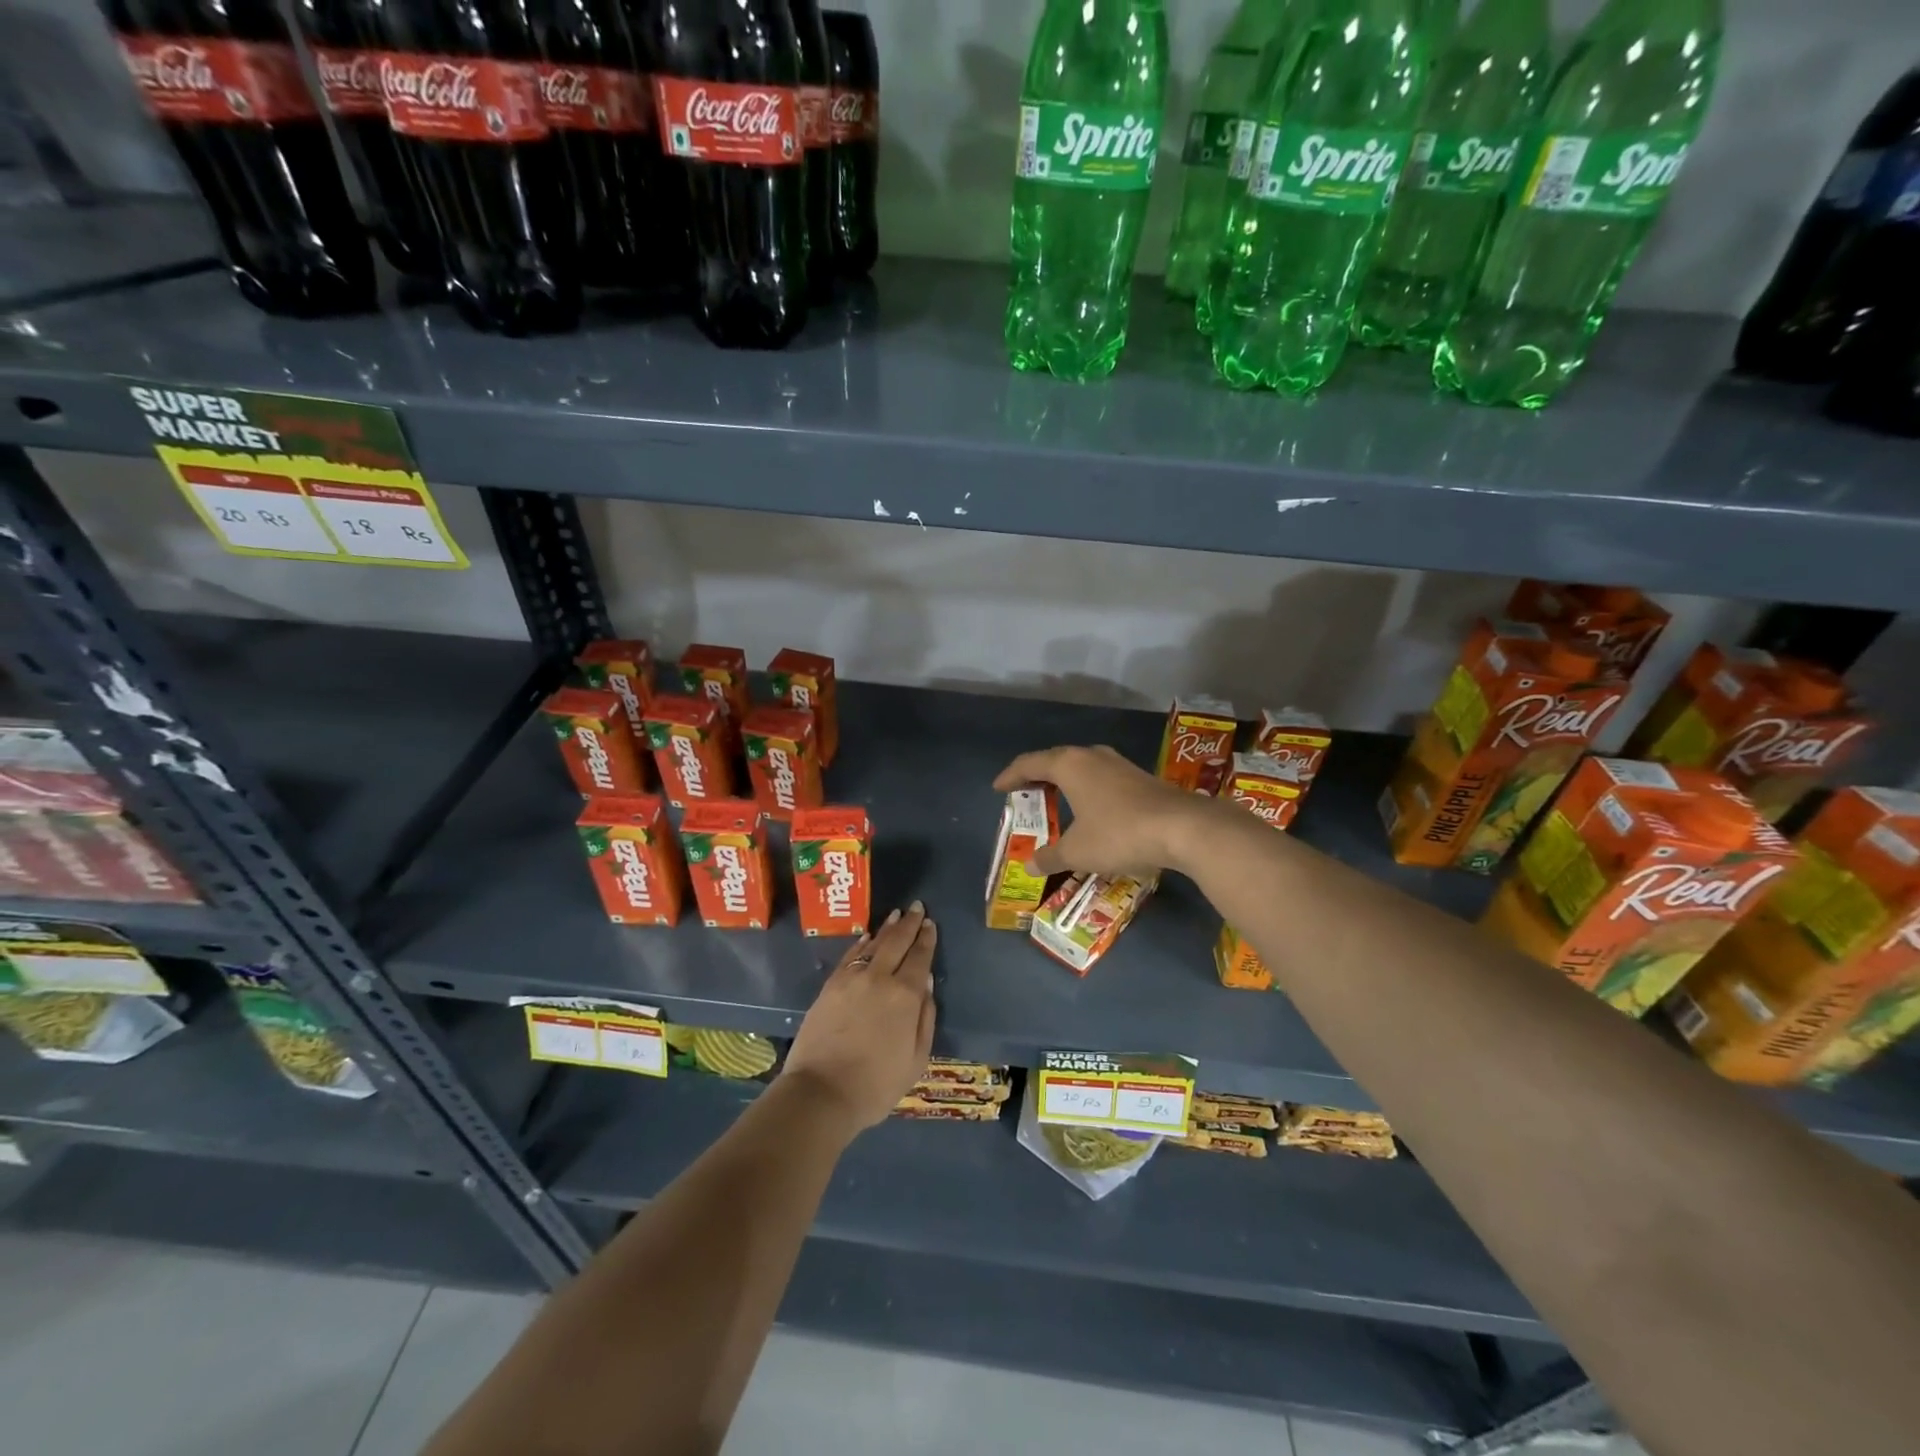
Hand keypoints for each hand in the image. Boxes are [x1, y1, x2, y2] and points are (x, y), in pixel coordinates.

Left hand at [780, 903, 936, 1135]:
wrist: (821, 1092)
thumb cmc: (876, 1084)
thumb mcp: (916, 1059)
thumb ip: (925, 1019)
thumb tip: (927, 985)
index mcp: (906, 996)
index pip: (920, 958)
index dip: (927, 939)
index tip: (930, 924)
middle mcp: (880, 978)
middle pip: (897, 943)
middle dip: (910, 924)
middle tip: (917, 907)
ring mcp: (851, 979)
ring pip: (874, 944)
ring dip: (887, 928)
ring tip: (896, 915)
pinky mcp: (830, 986)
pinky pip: (850, 956)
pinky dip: (861, 943)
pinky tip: (867, 937)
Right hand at [993, 744, 1210, 877]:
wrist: (1183, 828)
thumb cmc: (1119, 833)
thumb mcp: (1077, 851)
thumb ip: (1050, 857)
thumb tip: (1030, 864)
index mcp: (1069, 765)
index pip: (1029, 763)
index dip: (1010, 776)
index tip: (998, 788)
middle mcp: (1092, 756)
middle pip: (1055, 760)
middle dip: (1038, 778)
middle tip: (1025, 795)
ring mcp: (1119, 765)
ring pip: (1082, 768)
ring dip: (1065, 783)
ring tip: (1056, 801)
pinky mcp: (1140, 778)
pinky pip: (1102, 779)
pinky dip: (1087, 791)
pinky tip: (1091, 811)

--

Nothing but the pictures may be dropped as you repeat the listing above exactly.

_TASK SOLUTION_
Hand keypoints for each hand in the image. Boxes are [x1, y1, x2, y2] and points are (x, y), in pixel coordinates.

Left hand at [780, 903, 936, 1135]:
wrist: (821, 1092)
thumb cmc: (876, 1084)
thumb mcp: (916, 1059)
thumb ip: (925, 1019)
thumb tip: (927, 985)
index mcp: (906, 996)
index pip: (920, 958)
index dip: (927, 939)
index tip: (930, 924)
middle mcp: (880, 978)
middle pip: (897, 943)
middle dip: (910, 924)
middle tip: (917, 907)
ring mcp: (851, 979)
ring pip: (874, 944)
ring dip: (887, 928)
ring tip: (896, 915)
pinky mcp: (830, 986)
pinky pip: (850, 956)
pinky dip: (861, 943)
pinky tip: (867, 937)
Right hand at [993, 744, 1210, 877]:
wrist: (1183, 828)
thumb cmc: (1119, 833)
thumb mcp: (1077, 851)
thumb ip: (1050, 857)
thumb tip: (1030, 864)
index mcp: (1069, 765)
index pip: (1029, 763)
index dip: (1010, 776)
index tip: (998, 788)
middle mcp: (1092, 756)
middle pip: (1055, 760)
middle dip: (1038, 778)
middle tip: (1025, 795)
ring mcp: (1119, 765)
ring pip: (1082, 768)
ring dip: (1065, 783)
ring tip: (1056, 801)
pinky mcp: (1140, 778)
pinky pip: (1102, 779)
pinky dip: (1087, 791)
pinky tip: (1091, 811)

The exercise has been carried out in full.